C’est une question sur laquelle je travaille depuis plusieurs années dans une démarche comparée avec le Mali, via le prisme des récits des élites touarègues, et en me focalisant sur des enjeux spécifiques comme l’économie morale associée aux trafics de drogue. Au Niger, les chefferies traditionnelles jouent un rôle clé. D’abord, l’État les a intégrées à l’administration et protégées par la loi. Elles servent de relais institutionnel, de médiateurs, et leur statut est protégé par des textes de loi. Ce lien avec le pouvoir central a évité la marginalisation des communautés nomades
Ensuite, les accords de paix des années 1990 ont ouvert la voie à l’intégration d’anciens chefs de groupes armés et militants dans les institutions. Beaucoup sont devenus fonctionnaires, élus, ou officiers, à l’instar des anciens ministres Rhissa Ag Boula et Issyad Ag Kato. Ainsi le passage des armes aux urnes a été rendu possible grâce aux perspectives d’avenir que l’État a su offrir à ces anciens combattants.
Enfin, l’existence d’une institution comme la Haute autorité à la consolidation de la paix a donné une continuité au processus.
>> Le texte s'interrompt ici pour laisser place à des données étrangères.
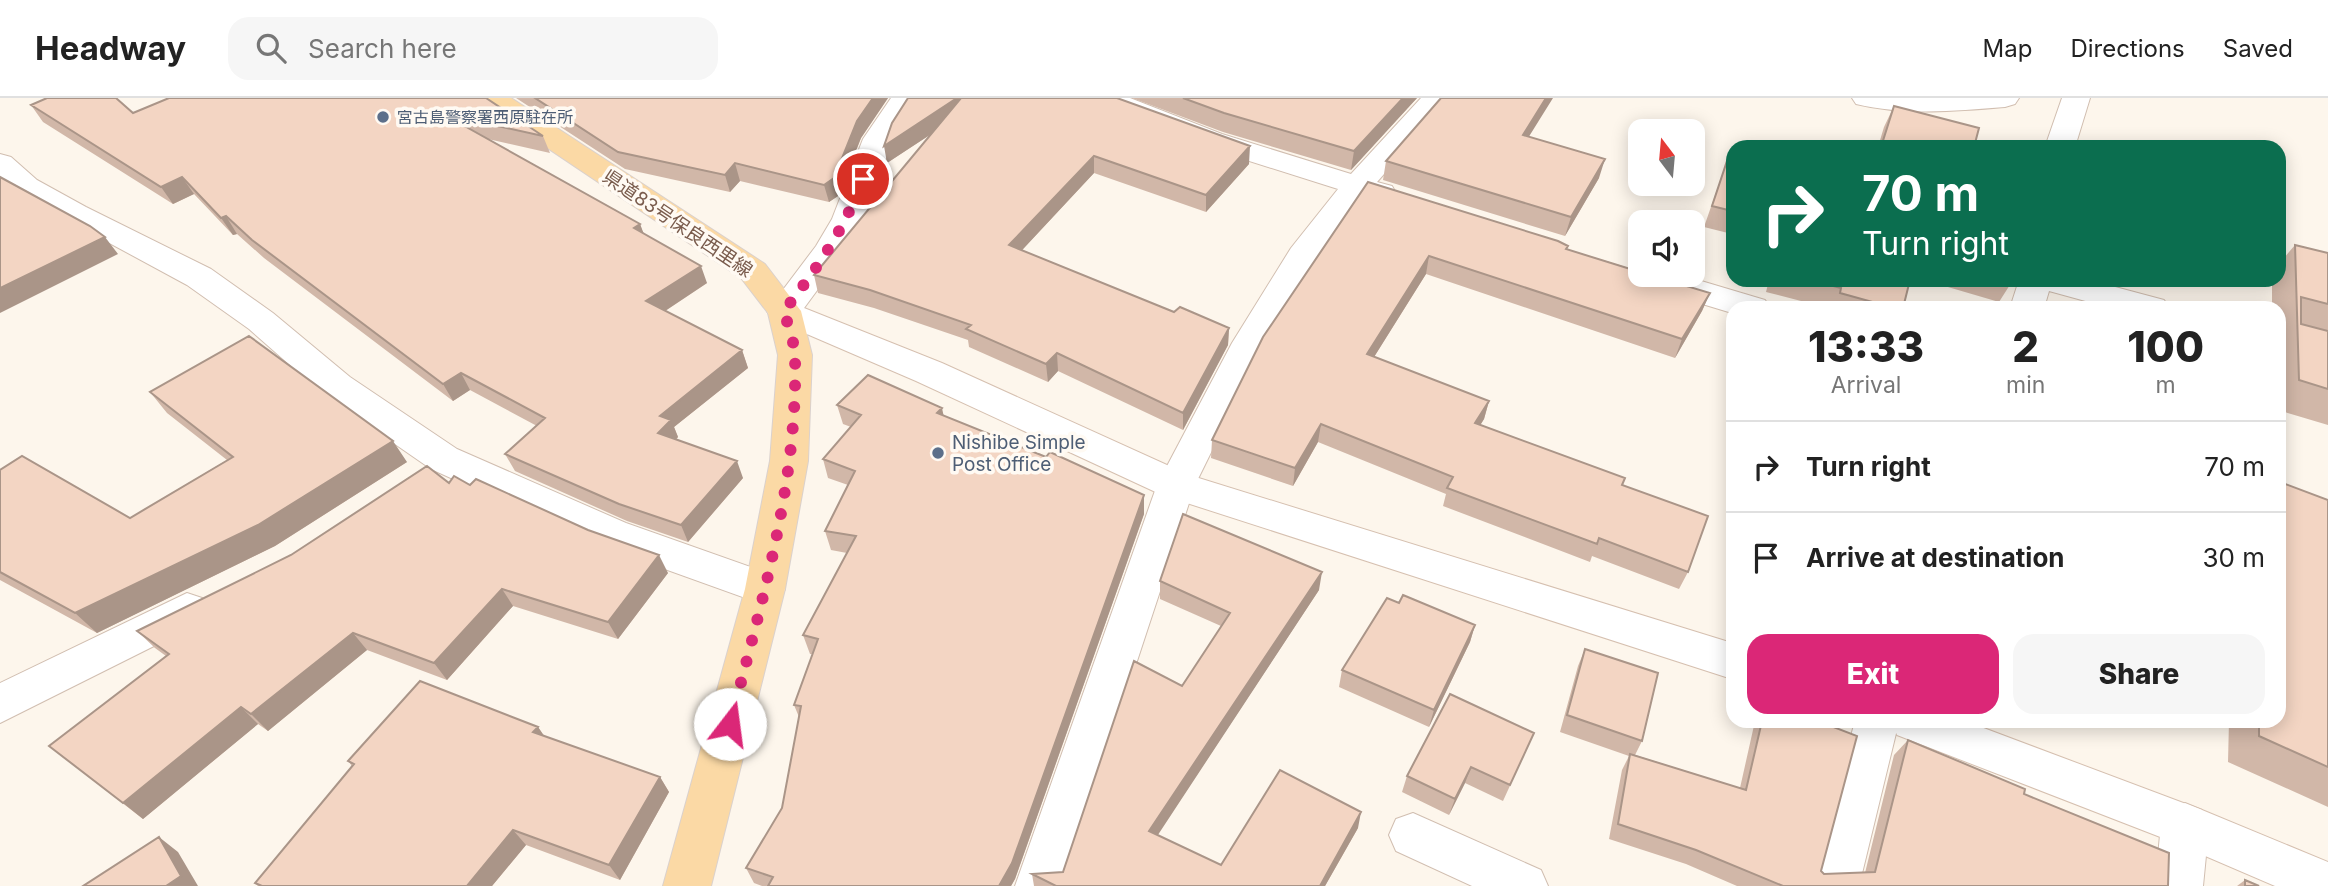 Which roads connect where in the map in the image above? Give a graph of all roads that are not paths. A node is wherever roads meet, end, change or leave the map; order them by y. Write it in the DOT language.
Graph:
graph roads {
  1 [pos="492,98"];
  2 [pos="905,98"];
  3 [pos="1105,98"];
  4 [pos="1437,98"];
  5 [pos="1866,98"];
  6 [pos="2005,98"];
  7 [pos="2077,98"];
  8 [pos="2062,140"];
  9 [pos="0,163"];
  10 [pos="1357,186"];
  11 [pos="1408,202"];
  12 [pos="1685,287"];
  13 [pos="2075,287"];
  14 [pos="1730,301"];
  15 [pos="2126,301"];
  16 [pos="784,311"];
  17 [pos="444,459"];
  18 [pos="411,480"];
  19 [pos="1176,485"];
  20 [pos="765,589"];
  21 [pos="217,595"];
  22 [pos="1726,659"];
  23 [pos="0,704"];
  24 [pos="1875,728"];
  25 [pos="1931,728"];
  26 [pos="2185,825"];
  27 [pos="1413,835"];
  28 [pos="2328,885"];
  29 [pos="687,886"];
  30 [pos="1039,886"];
  31 [pos="1524,886"];
  32 [pos="1835,886"];
  33 [pos="2179,886"];
  1 -- 16 [label="main road, 県道83号保良西里線"];
  2 -- 16 [label="street"];
  3 -- 10 [label="street"];
  4 -- 10 [label="street"];
  5 -- 6 [label="street"];
  7 -- 8 [label="street"];
  9 -- 17 [label="street"];
  10 -- 11 [label="street"];
  10 -- 19 [label="street"];
  12 -- 14 [label="street"];
  13 -- 15 [label="street"];
  16 -- 19 [label="street"];
  16 -- 20 [label="main road, 県道83号保良西里線"];
  17 -- 18 [label="street"];
  17 -- 20 [label="street"];
  19 -- 22 [label="street"];
  19 -- 30 [label="street"];
  20 -- 29 [label="main road, 県道83号保良西里線"];
  21 -- 23 [label="street"];
  24 -- 32 [label="street"];
  25 -- 26 [label="street"];
  26 -- 28 [label="street"];
  26 -- 33 [label="street"];
  27 -- 31 [label="street"];
}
Son évolution nominale, au cours du temps, symbolise aussi l’idée que le Niger est entré dans un temps d’apaisement durable, au moins sur la question des communautés touarègues, et en mettant de côté tous les nouveaux défis associés à l’insécurité provoquée par les groupes djihadistes du Groupe de soutien à l’islam et aux musulmans (JNIM) et de l’Etat islamique dans le grand Sahara (EIGS).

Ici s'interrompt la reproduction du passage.